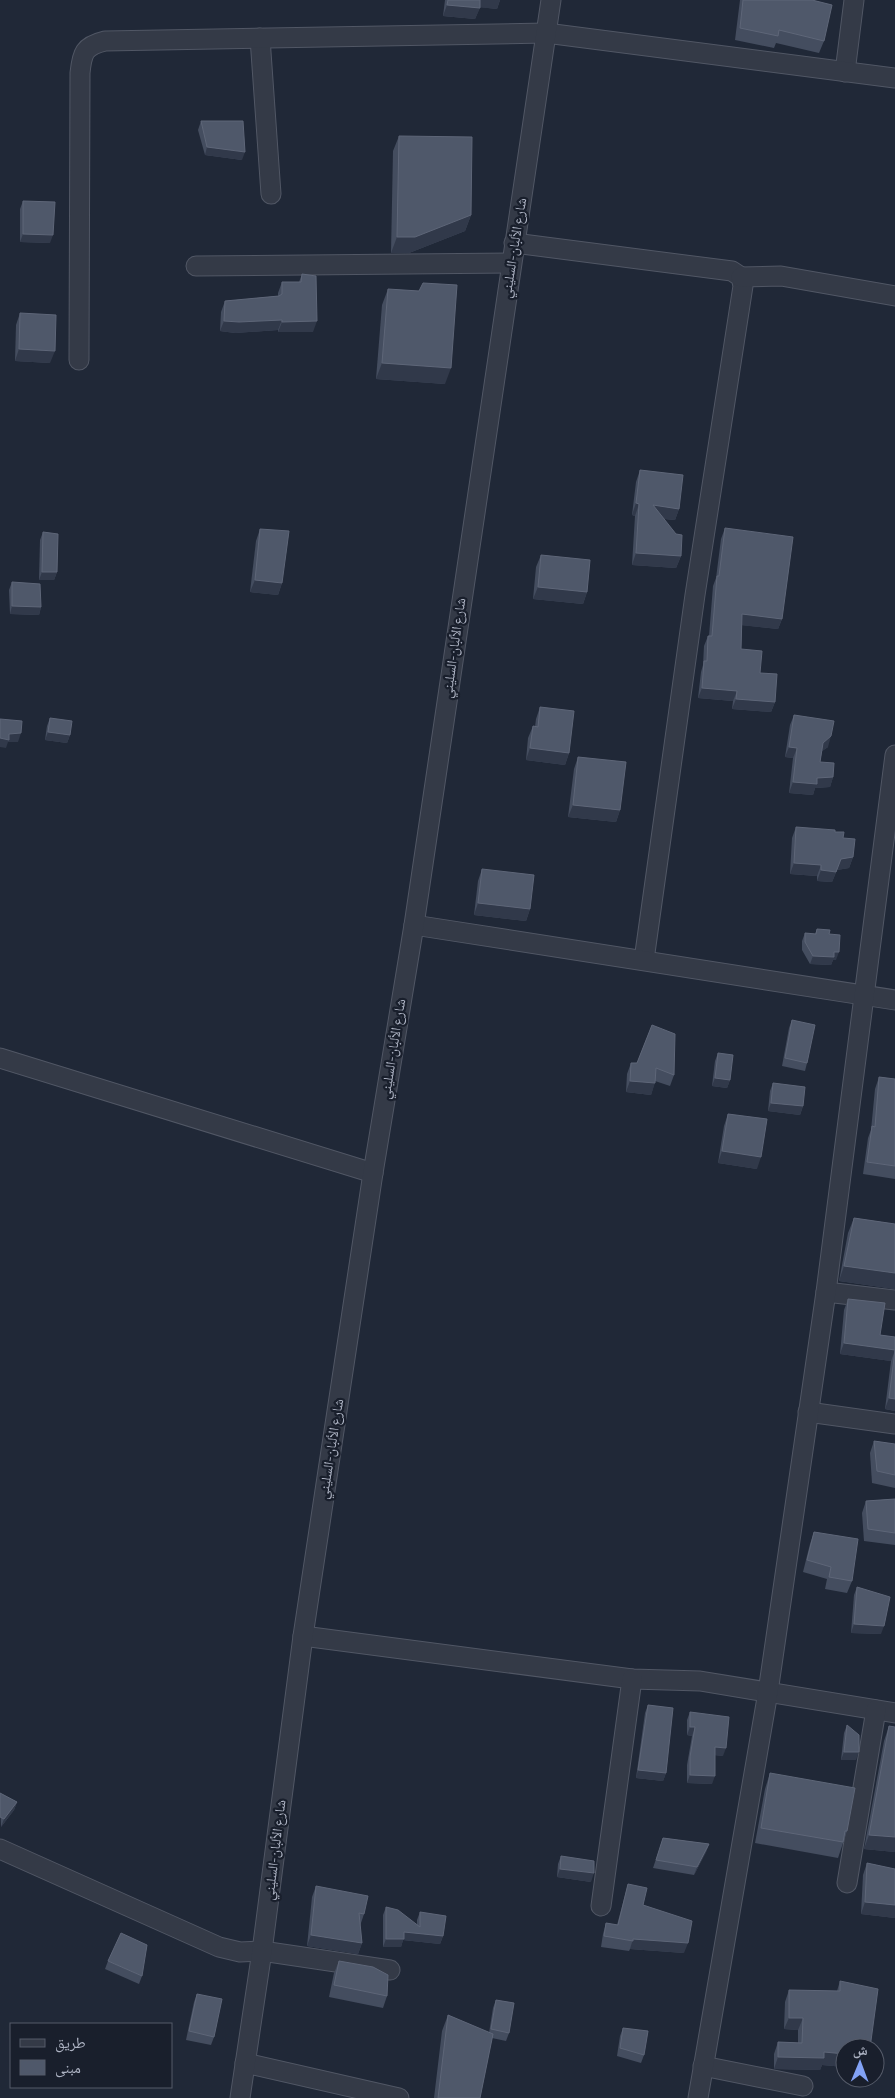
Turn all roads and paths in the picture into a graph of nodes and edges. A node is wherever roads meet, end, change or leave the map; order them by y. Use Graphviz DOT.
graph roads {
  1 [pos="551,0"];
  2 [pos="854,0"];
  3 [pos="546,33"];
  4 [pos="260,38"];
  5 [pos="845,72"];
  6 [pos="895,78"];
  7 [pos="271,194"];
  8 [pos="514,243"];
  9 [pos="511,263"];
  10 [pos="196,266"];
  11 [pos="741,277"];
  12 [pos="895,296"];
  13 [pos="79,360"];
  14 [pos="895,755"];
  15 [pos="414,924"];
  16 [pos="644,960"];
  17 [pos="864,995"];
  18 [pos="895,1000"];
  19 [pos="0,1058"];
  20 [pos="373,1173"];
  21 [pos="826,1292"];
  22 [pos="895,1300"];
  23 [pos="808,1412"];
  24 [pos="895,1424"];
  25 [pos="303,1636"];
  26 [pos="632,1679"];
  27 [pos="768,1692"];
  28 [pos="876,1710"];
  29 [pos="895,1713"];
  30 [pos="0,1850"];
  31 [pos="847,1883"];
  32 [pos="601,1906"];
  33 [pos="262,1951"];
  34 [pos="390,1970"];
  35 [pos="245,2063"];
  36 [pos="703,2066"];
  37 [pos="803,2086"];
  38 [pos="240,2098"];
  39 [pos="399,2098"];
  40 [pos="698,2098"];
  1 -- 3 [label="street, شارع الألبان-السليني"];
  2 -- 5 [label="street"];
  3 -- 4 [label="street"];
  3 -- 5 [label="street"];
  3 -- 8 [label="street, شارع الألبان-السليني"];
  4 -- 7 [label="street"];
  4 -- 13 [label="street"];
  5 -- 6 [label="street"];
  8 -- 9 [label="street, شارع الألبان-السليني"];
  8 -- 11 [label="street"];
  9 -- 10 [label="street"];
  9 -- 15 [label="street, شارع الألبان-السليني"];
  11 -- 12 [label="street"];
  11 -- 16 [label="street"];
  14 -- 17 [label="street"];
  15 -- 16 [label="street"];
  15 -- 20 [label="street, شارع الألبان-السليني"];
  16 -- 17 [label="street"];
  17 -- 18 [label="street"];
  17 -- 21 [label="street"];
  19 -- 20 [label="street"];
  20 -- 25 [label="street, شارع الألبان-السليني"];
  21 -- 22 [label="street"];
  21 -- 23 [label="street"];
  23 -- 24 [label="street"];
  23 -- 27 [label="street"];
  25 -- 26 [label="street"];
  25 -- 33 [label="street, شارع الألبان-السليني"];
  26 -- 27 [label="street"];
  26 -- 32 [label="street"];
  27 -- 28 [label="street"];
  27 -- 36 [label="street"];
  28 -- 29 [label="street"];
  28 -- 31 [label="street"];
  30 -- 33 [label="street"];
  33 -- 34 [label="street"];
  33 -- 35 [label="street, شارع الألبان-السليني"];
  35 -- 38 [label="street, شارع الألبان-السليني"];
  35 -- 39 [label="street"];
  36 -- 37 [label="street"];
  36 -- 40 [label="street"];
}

══════

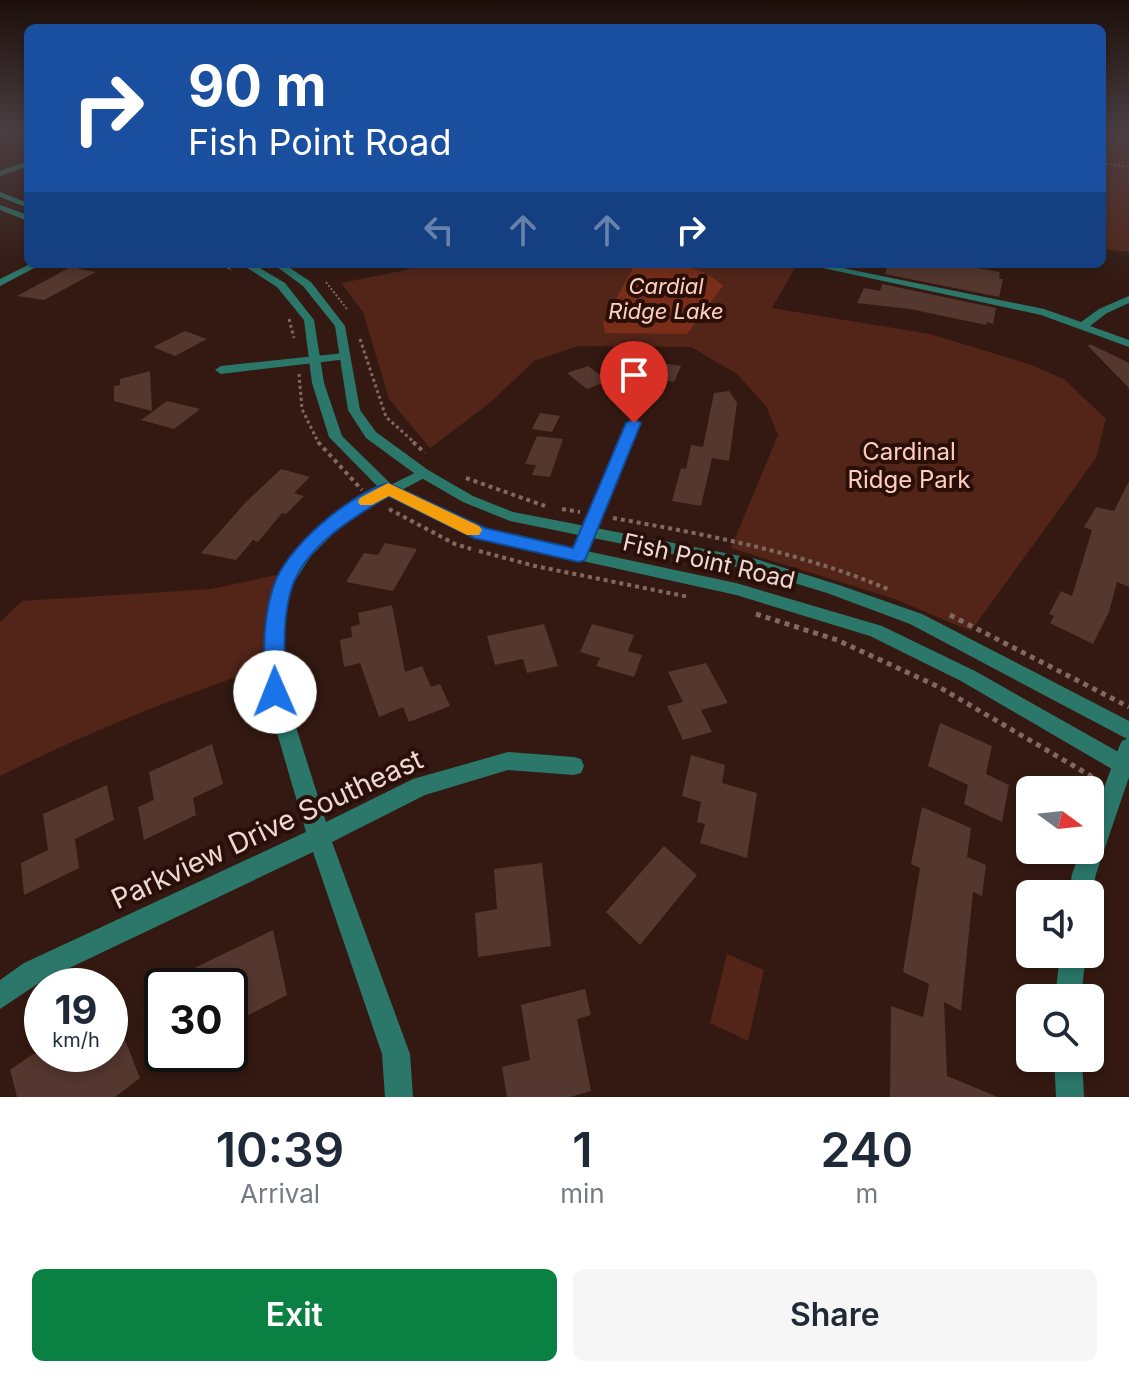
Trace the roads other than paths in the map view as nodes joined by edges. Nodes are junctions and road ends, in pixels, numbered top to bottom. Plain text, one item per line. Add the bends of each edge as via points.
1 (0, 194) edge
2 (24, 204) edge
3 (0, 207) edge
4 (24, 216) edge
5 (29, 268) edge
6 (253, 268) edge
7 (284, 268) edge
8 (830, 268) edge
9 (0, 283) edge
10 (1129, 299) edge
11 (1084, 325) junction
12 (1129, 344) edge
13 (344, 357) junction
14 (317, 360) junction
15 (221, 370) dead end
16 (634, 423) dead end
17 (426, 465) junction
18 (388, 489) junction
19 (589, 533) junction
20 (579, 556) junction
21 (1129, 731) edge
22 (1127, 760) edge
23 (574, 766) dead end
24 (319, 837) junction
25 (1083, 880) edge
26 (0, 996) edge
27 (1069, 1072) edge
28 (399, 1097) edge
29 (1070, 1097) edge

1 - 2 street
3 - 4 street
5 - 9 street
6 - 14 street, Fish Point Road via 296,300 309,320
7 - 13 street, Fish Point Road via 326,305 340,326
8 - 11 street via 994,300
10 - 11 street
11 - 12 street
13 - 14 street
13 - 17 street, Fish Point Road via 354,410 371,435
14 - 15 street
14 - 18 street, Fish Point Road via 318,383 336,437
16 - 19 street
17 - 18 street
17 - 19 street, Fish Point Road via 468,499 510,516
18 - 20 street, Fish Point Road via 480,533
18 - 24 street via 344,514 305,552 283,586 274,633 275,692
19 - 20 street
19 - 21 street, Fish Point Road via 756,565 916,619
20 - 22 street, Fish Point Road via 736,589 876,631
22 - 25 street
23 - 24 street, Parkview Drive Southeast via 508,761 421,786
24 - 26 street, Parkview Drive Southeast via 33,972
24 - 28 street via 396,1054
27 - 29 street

══════

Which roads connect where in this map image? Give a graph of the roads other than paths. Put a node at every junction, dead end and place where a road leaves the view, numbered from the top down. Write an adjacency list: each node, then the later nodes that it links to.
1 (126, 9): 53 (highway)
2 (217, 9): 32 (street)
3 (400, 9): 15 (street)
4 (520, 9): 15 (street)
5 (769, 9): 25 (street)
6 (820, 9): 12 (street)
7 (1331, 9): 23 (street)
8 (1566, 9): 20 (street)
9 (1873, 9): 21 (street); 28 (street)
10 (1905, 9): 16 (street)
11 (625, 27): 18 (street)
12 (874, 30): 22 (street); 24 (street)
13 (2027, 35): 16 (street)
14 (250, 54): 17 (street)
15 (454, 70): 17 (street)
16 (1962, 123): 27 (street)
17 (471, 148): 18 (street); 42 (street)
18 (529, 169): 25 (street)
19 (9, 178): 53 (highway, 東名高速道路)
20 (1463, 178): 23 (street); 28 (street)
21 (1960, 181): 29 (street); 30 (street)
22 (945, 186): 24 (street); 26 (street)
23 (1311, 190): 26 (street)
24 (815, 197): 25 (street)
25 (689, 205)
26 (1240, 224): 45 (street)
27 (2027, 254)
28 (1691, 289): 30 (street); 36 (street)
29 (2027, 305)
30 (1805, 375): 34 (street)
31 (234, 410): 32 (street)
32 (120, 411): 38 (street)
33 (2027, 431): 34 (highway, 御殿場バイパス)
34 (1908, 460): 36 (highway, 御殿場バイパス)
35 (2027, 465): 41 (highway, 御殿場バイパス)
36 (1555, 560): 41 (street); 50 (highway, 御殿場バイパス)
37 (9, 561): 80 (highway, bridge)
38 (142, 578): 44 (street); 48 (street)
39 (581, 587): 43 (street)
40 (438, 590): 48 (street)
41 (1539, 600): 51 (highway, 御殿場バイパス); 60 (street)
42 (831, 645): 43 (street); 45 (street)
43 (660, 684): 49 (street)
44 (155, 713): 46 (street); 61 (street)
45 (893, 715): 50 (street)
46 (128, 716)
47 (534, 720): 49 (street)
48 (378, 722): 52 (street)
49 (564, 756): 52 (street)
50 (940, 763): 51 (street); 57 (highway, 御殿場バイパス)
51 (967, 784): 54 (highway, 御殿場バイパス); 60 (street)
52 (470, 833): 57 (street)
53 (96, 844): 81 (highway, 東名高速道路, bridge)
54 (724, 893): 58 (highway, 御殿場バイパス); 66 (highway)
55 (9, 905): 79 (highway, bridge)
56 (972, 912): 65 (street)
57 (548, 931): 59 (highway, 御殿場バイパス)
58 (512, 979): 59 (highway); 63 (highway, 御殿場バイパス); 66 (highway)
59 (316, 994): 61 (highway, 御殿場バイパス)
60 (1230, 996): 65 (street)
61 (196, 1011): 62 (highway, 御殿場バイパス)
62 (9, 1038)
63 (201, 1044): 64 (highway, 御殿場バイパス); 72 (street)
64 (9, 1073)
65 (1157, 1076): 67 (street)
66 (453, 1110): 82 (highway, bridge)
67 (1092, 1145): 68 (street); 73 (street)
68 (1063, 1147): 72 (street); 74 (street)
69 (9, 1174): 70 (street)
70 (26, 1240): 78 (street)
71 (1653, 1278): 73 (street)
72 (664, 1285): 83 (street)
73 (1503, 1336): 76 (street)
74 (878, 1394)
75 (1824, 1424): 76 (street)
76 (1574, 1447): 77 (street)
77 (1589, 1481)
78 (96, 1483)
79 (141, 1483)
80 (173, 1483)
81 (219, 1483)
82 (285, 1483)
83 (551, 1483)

══════

- [Work to complete]: Only the number is wanted: how many lines above include the word "graph"?

- [Response]: 3